It is true that our former VP of North America Sales (Kevin Lynch) and
Director of Regional Sales (Bruce Costello) recently left the company.
This was an amicable parting of ways due to differences in expectations and
styles.  We are very close to announcing our new VP of North America Sales
and have already filled the Director position.  Life goes on.  Also, we
just recently announced that Seiji Miwa, former chairman of Cadence Japan
has just joined Magma to be chairman of Magma Japan. 

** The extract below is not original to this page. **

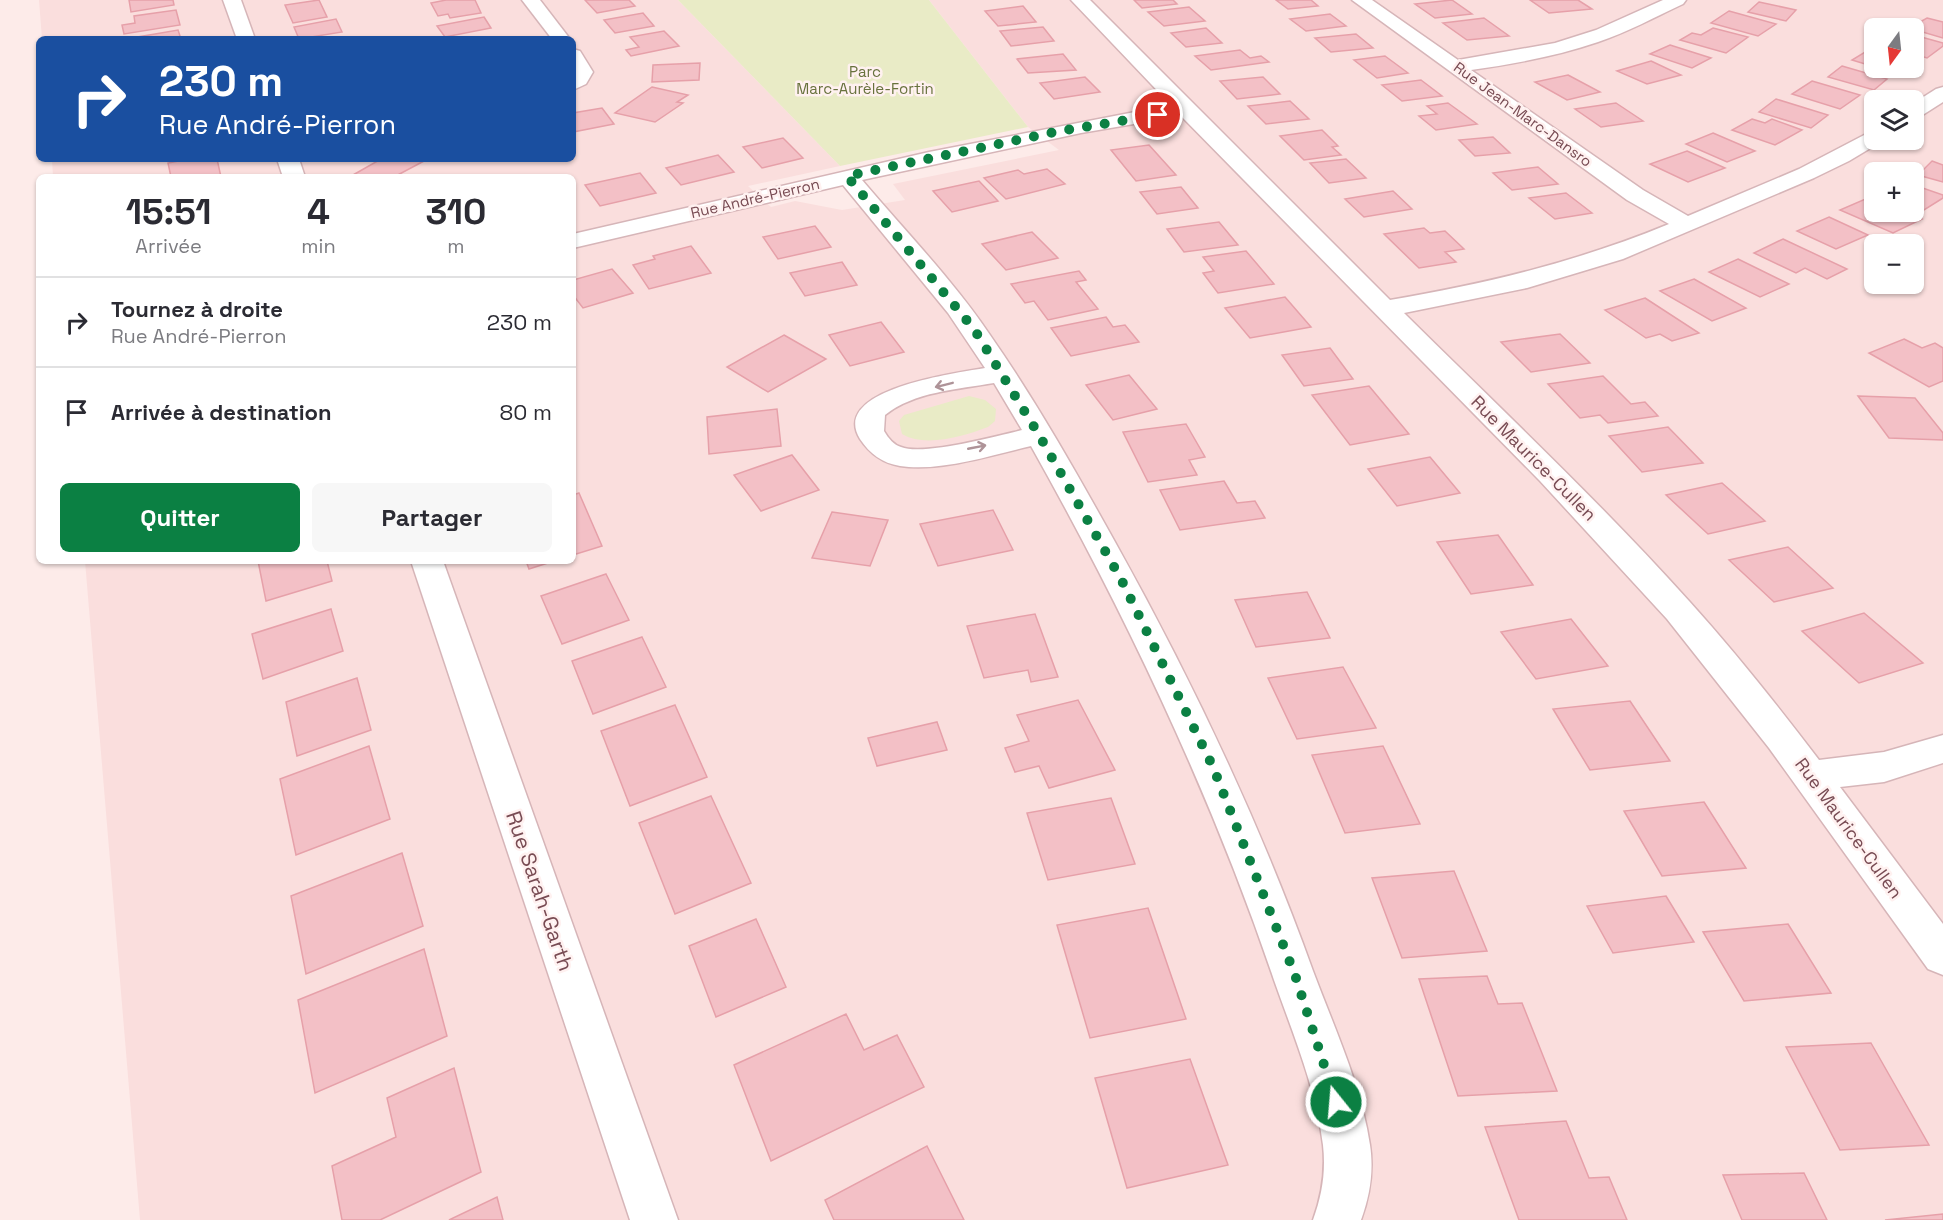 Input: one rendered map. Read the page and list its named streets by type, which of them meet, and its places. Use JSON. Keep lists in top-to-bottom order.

It is not at all true that we have lost R&D people.  This must be a rumor
that one of our competitors planted.  In fact, we entered DAC with about 82
people on board; we are now up to 96.  We haven't lost a single R&D person;
in fact there has been 0 turnover in R&D over the past year.

AMD is one of the many important customers of Magma.  And, although Atiq
was certainly aware of what we were doing at AMD he was at least 2 levels
removed from the ongoing work that we are doing at AMD.  In fact, our
results are extremely positive.  So we don't see any impact there with
respect to our ongoing business relationship with AMD.

I'd be glad to host a visit with you if/when you're out in Silicon Valley
and we can share more with you about our plans and observations.

Best regards,

    - Robert P. Smith, VP of Marketing
      Magma                                         Cupertino, CA


( ESNUG 324 Item 11 ) --------------------------------------------- [8/99]

Subject: ( ESNUG 323 #17 ) OrCAD's Big Brother Infomercial eCapture Strategy

> O.K., so we announced that we're giving away access to all this data to
> OrCAD users, and we're even providing a free application (eCapture) so
> non-OrCAD users can take advantage. What's the catch?  When you drag a
> component from activeparts.com into your design, we keep track of it.  We
> use that information to build a profile.  These profiles have the same
> intent as the cards you fill out when you subscribe to magazines to
> receive a FREE subscription.  They make it possible for our sponsors
> (primarily component manufacturers and their suppliers) to display
> messages specific to you about stuff they think you need to know about. 
>
>     - Jim Plymale, VP of Marketing
>       OrCAD, Inc.


From: "Bruce A. Loyer" <bruce.loyer@amd.com>

John,

It is very sad that OrCAD is so clueless about privacy.  They apparently do
not understand that programs on our computers do not have the right to
gather  information of any kind and then send it out.  

A better method would be to develop a database of the parts that are being 
used and to ask if the user wants to do an update of what is available on
the network.  

By the way, do not trust the "Privacy Notices" that you see.  When read 
carefully, they do not promise very much.  Of course, most people do
not have time to read them carefully so they will be lulled into a false
sense of security.  Which is the purpose of the notice.

Saying "We understand that the data we're collecting is highly sensitive 
and we intend to protect it." could be translated to: "We charge a lot of
money to others for your email address and we will make sure no one gets
it for free."

    - Bruce A. Loyer
      AMD


( ESNUG 324 Item 12 ) --------------------------------------------- [8/99]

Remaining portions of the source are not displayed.